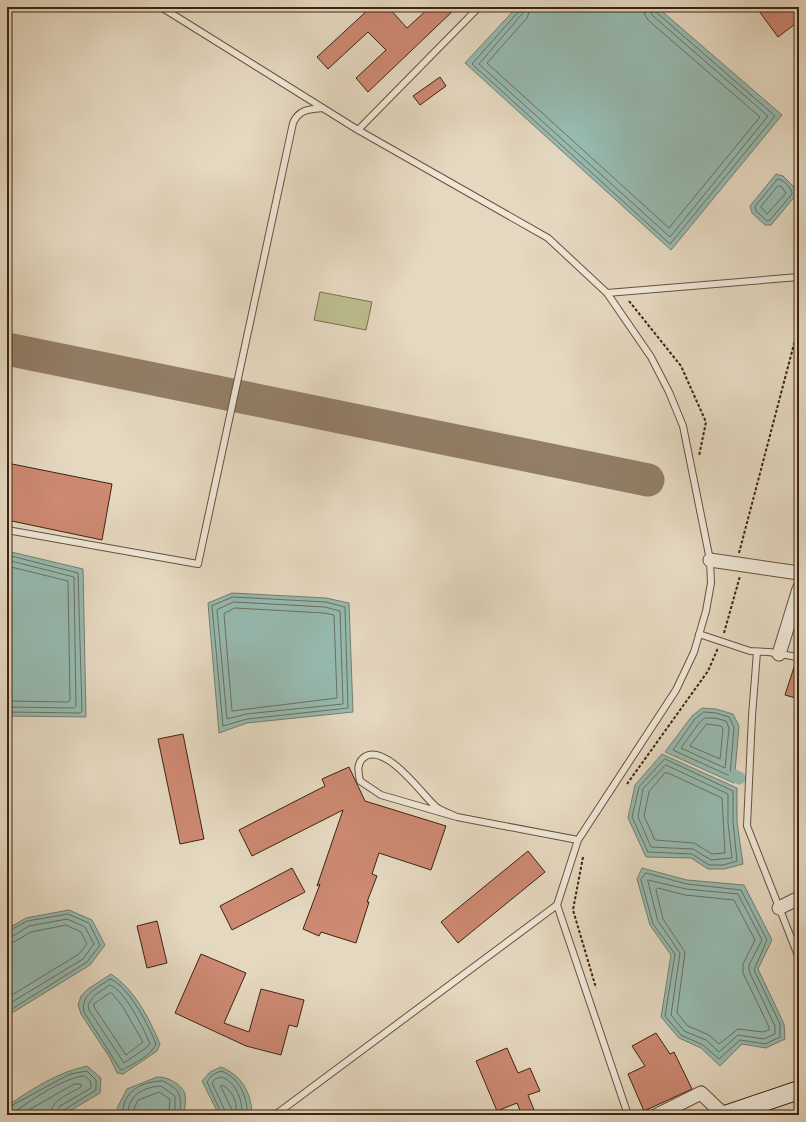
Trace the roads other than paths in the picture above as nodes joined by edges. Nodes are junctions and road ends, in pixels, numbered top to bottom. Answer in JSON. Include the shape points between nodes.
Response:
{"nodes":[{"id":1,"x":161,"y":7,"type":"edge"},
{"id":2,"x":479,"y":7,"type":"edge"},
{"id":3,"x":323,"y":108,"type":"junction"},
{"id":4,"x":358,"y":130,"type":"junction"},
{"id":5,"x":799,"y":277,"type":"edge"},
{"id":6,"x":607,"y":293,"type":"junction"},
{"id":7,"x":7,"y":530,"type":"edge"},
{"id":8,"x":710,"y":560,"type":"junction"},
{"id":9,"x":799,"y":573,"type":"edge"},
{"id":10,"x":799,"y":589,"type":"edge"},
{"id":11,"x":699,"y":634,"type":"junction"},
{"id":12,"x":757,"y":652,"type":"junction"},
{"id":13,"x":779,"y":654,"type":"junction"},
{"id":14,"x":797,"y":657,"type":"dead end"},
{"id":15,"x":457,"y":817,"type":"junction"},
{"id":16,"x":578,"y":840,"type":"junction"},
{"id":17,"x":799,"y":898,"type":"edge"},
{"id":18,"x":557,"y":905,"type":"junction"},
{"id":19,"x":779,"y":908,"type":"junction"},
{"id":20,"x":799,"y":958,"type":"edge"},
{"id":21,"x":799,"y":1090,"type":"edge"},
{"id":22,"x":275,"y":1115,"type":"edge"},
{"id":23,"x":628,"y":1115,"type":"edge"},
{"id":24,"x":657,"y":1115,"type":"edge"},
{"id":25,"x":725,"y":1115,"type":"edge"}],
"edges":[{"from":1,"to":3,"type":"lane"},
{"from":2,"to":4,"type":"lane"},
{"from":3,"to":4,"type":"lane"},
{"from":3,"to":7,"type":"lane","via":[[304,110],[293,122],[198,564]]},
{"from":4,"to":6,"type":"lane","via":[[548,238]]},
{"from":5,"to":6,"type":"lane"},
{"from":6,"to":8,"type":"lane","via":[[651,357],[683,426]]},
{"from":8,"to":9,"type":"street"},
{"from":8,"to":11,"type":"lane","via":[[711,583]]},
{"from":10,"to":13,"type":"street"},
{"from":11,"to":12,"type":"lane"},
{"from":11,"to":16,"type":"lane","via":[[694,652],[676,690]]},
{"from":12,"to":13,"type":"lane"},
{"from":12,"to":19,"type":"lane","via":[[747,826]]},
{"from":13,"to":14,"type":"lane"},
{"from":15,"to":15,"type":"lane","via":[[436,807],[408,776],[389,762],[376,755],[362,758],[357,768],[360,781],[381,795]]},
{"from":15,"to":16,"type":"lane"},
{"from":16,"to":18,"type":"lane"},
{"from":17,"to":19,"type":"street"},
{"from":18,"to":22,"type":"lane"},
{"from":18,"to":23,"type":"lane"},
{"from":19,"to":20,"type":"lane"},
{"from":21,"to":25,"type":"main road"},
{"from":24,"to":25,"type":"street","via":[[701,1094]]}]}
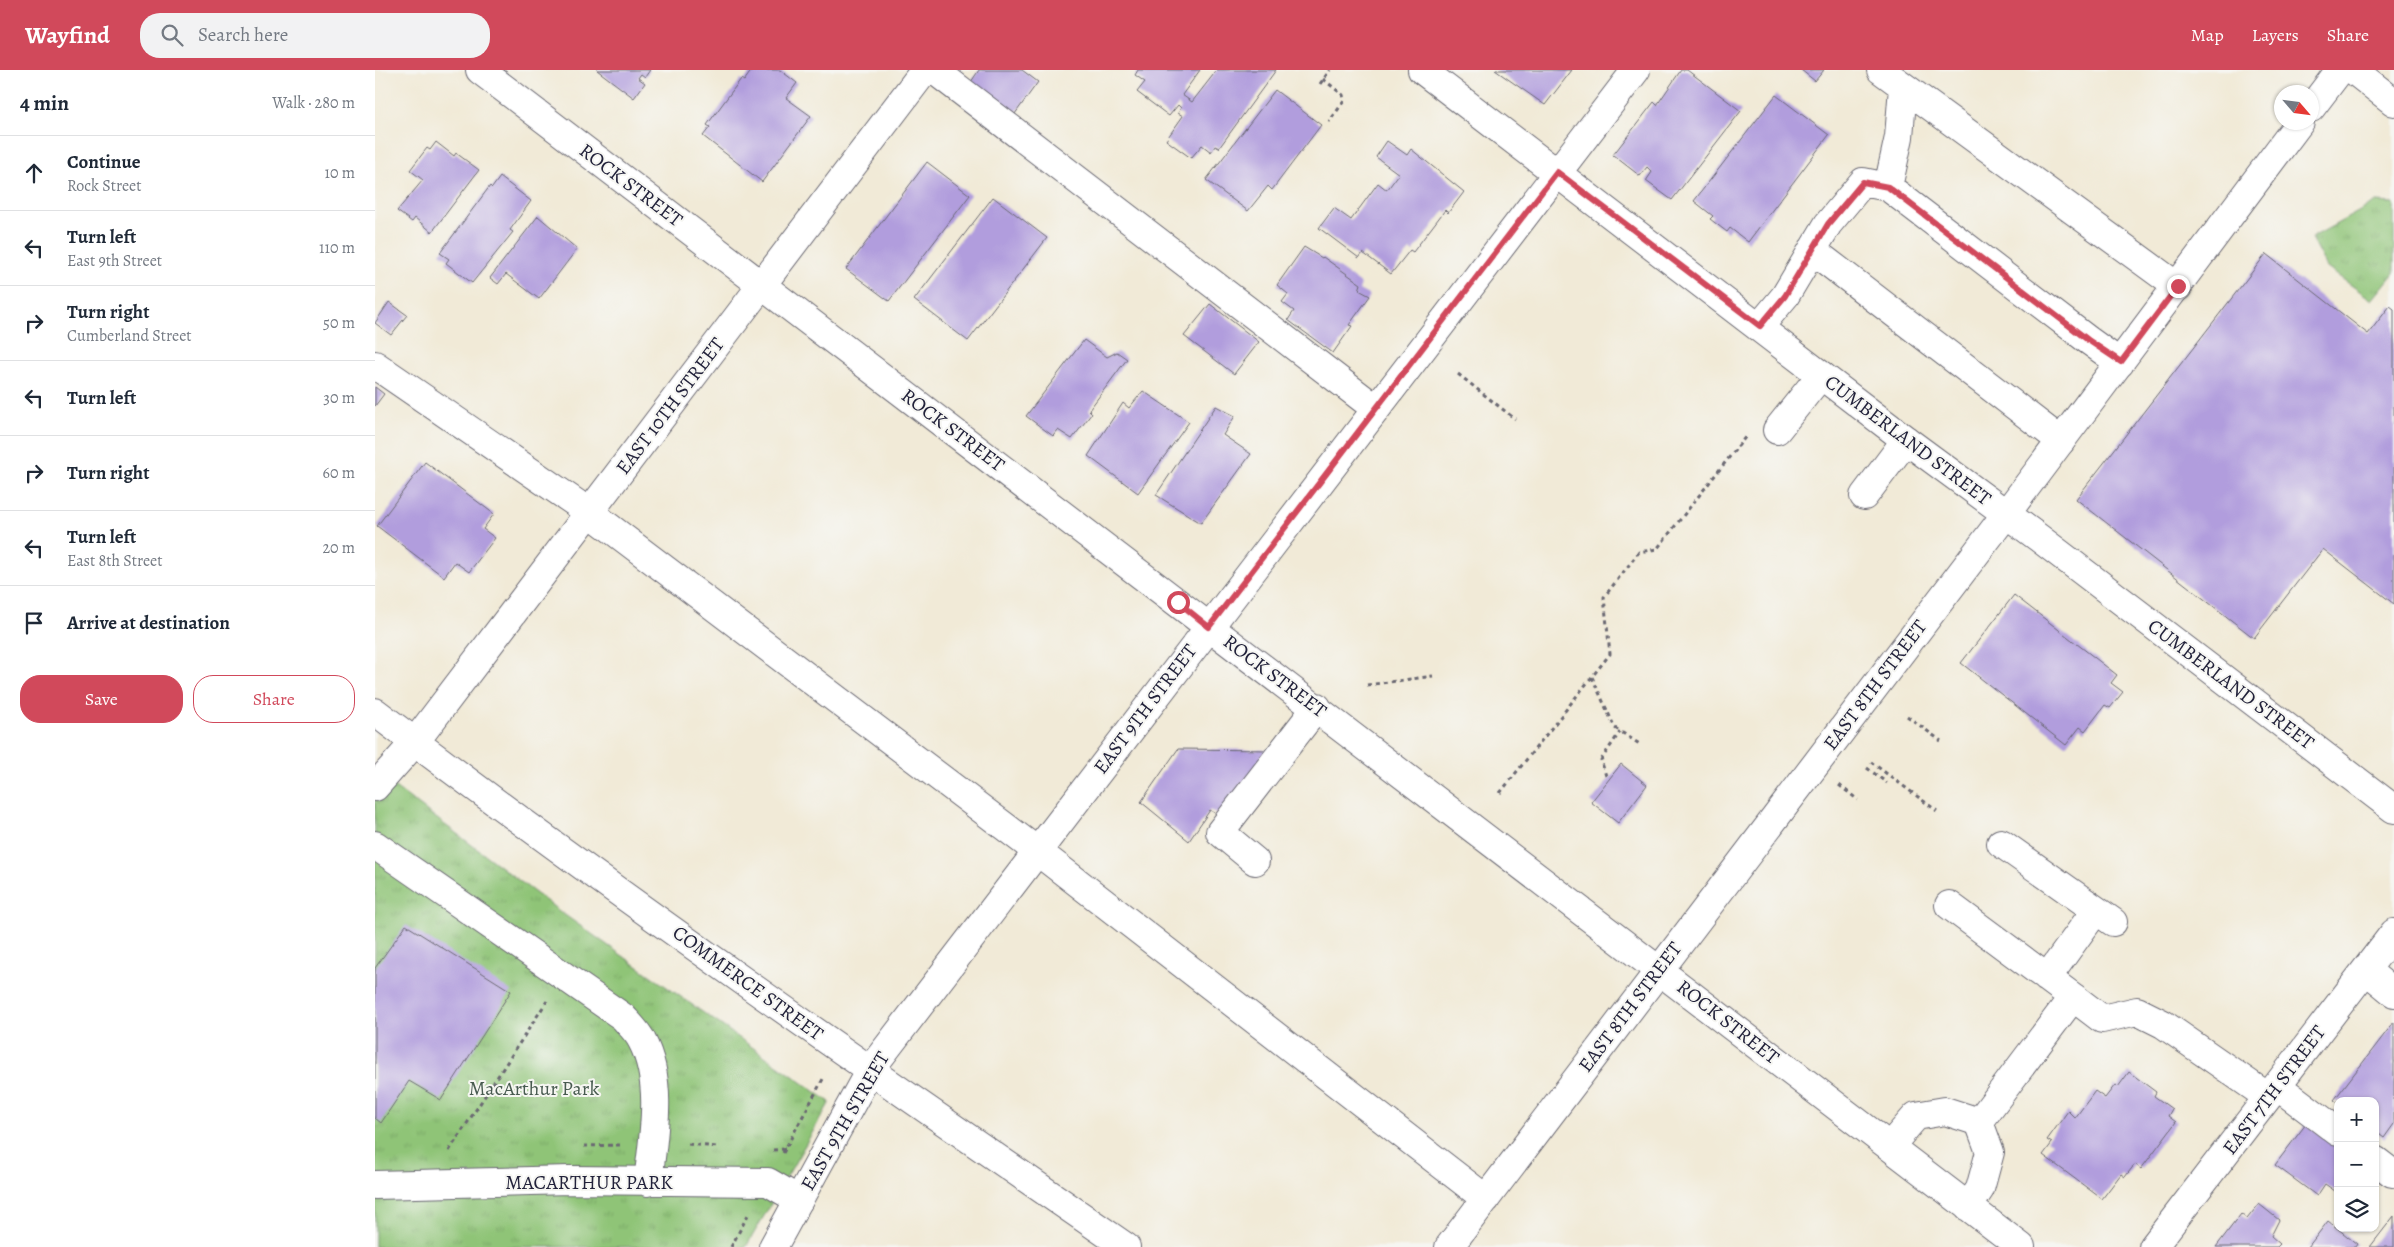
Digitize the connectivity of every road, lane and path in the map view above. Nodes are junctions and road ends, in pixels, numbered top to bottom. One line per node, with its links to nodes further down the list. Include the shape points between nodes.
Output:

# # # # # # #

Line count for the word "shape": state how many lines of the listing hold it, and give only that number.

2